I'd like the full listing transcribed exactly, with no images included.
===== The records =====
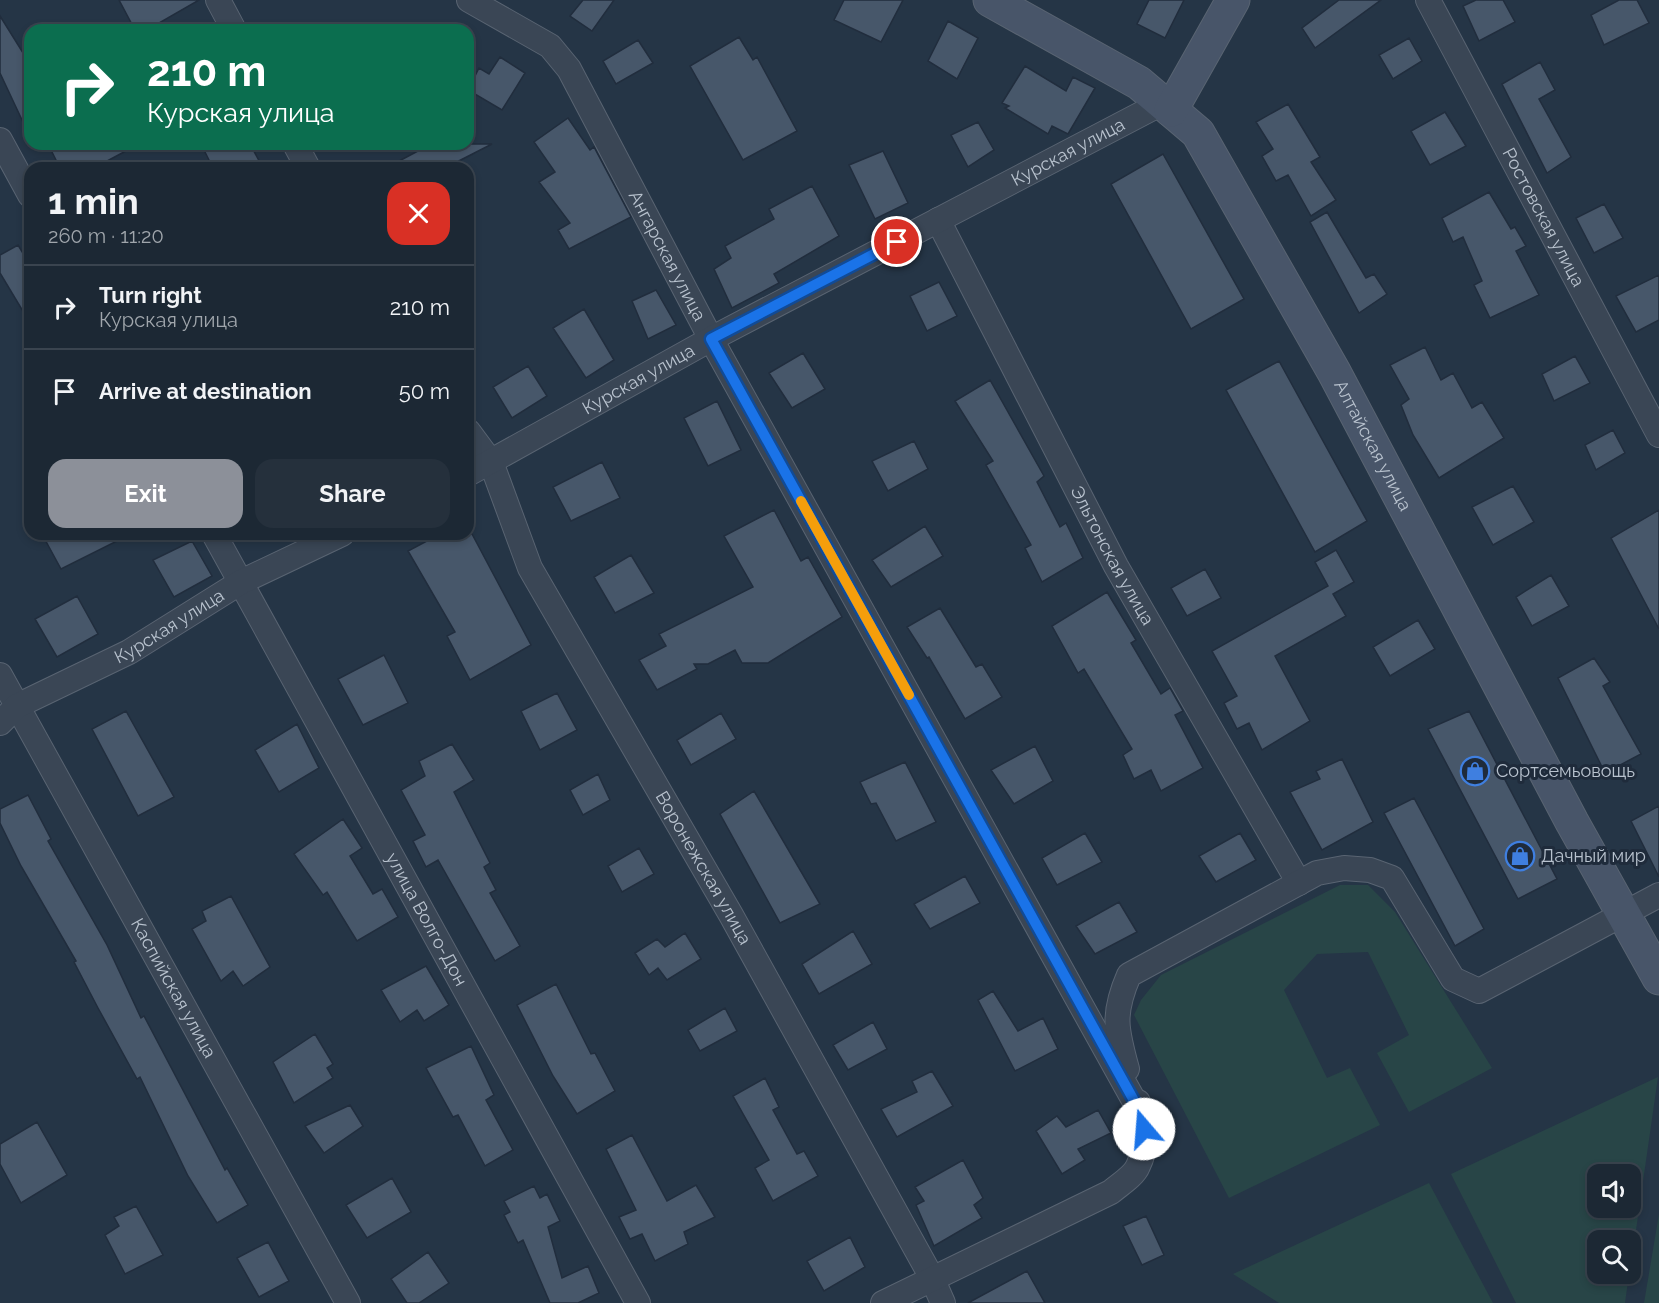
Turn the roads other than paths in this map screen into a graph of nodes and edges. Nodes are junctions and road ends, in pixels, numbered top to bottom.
1 (218, 0) edge
2 (469, 0) edge
3 (990, 0) edge
4 (1233, 0) edge
5 (1428, 0) edge
6 (231, 24) edge
7 (1166, 106) junction
8 (0, 140) edge
9 (24, 184) edge
10 (938, 220) junction
11 (711, 339) junction
12 (1659, 435) edge
13 (474, 439) edge
14 (491, 462) junction
15 (474, 471) edge
16 (217, 540) edge
17 (329, 540) edge
18 (241, 582) junction
19 (0, 675) edge
20 (8, 714) edge
21 (1299, 883) junction
22 (1659, 895) edge
23 (1624, 914) junction
24 (1659, 978) edge
25 (1142, 1115) junction
26 (932, 1278) junction
27 (348, 1303) edge
28 (638, 1303) edge
29 (882, 1303) edge
30 (943, 1303) edge

1 - 6 street
2 - 11 street, Ангарская улица
3 - 7 street, Алтайская улица
4 - 7 street
5 - 12 street, Ростовская улица
7 - 10 street, Курская улица
7 - 23 street, Алтайская улица
8 - 9 street
10 - 11 street, Курская улица
10 - 21 street, Эльтонская улица
11 - 14 street, Курская улица
11 - 25 street, Ангарская улица
13 - 14 street, Воронежская улица
14 - 15 street, Курская улица
14 - 26 street, Воронежская улица
16 - 18 street, улица Волго-Дон
17 - 18 street, Курская улица
18 - 20 street, Курская улица
18 - 28 street, улица Волго-Дон
19 - 20 street, Каспийская улица
20 - 27 street, Каспийская улица
21 - 23 street
21 - 25 street
22 - 23 street
23 - 24 street, Алтайская улица
25 - 26 street
26 - 29 street
26 - 30 street, Воронежская улица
=====
Your solution:
Turn the roads other than paths in this map screen into a graph of nodes and edges. Nodes are junctions and road ends, in pixels, numbered top to bottom.
1 (218, 0) edge
2 (469, 0) edge
3 (990, 0) edge
4 (1233, 0) edge
5 (1428, 0) edge
6 (231, 24) edge
7 (1166, 106) junction
8 (0, 140) edge
9 (24, 184) edge
10 (938, 220) junction
11 (711, 339) junction
12 (1659, 435) edge
13 (474, 439) edge
14 (491, 462) junction
15 (474, 471) edge
16 (217, 540) edge
17 (329, 540) edge
18 (241, 582) junction
19 (0, 675) edge
20 (8, 714) edge
21 (1299, 883) junction
22 (1659, 895) edge
23 (1624, 914) junction
24 (1659, 978) edge
25 (1142, 1115) junction
26 (932, 1278) junction
27 (348, 1303) edge
28 (638, 1303) edge
29 (882, 1303) edge
30 (943, 1303) edge

1 - 6 street
2 - 11 street, Ангарская улица
3 - 7 street, Алтайская улица
4 - 7 street
5 - 12 street, Ростовская улица
7 - 10 street, Курская улица
7 - 23 street, Алтайская улица
8 - 9 street
10 - 11 street, Курская улица
10 - 21 street, Эльтонская улица
11 - 14 street, Курская улица
11 - 25 street, Ангарская улица
13 - 14 street, Воронежская улица
14 - 15 street, Курская улица
14 - 26 street, Воронежская улица
16 - 18 street, улица Волго-Дон
17 - 18 street, Курская улица
18 - 20 street, Курская улица
18 - 28 street, улица Волго-Дон
19 - 20 street, Каспийская улица
20 - 27 street, Каспийская улица
21 - 23 street
21 - 25 street
22 - 23 street
23 - 24 street, Алтайская улица
25 - 26 street
26 - 29 street
26 - 30 street, Воронежская улица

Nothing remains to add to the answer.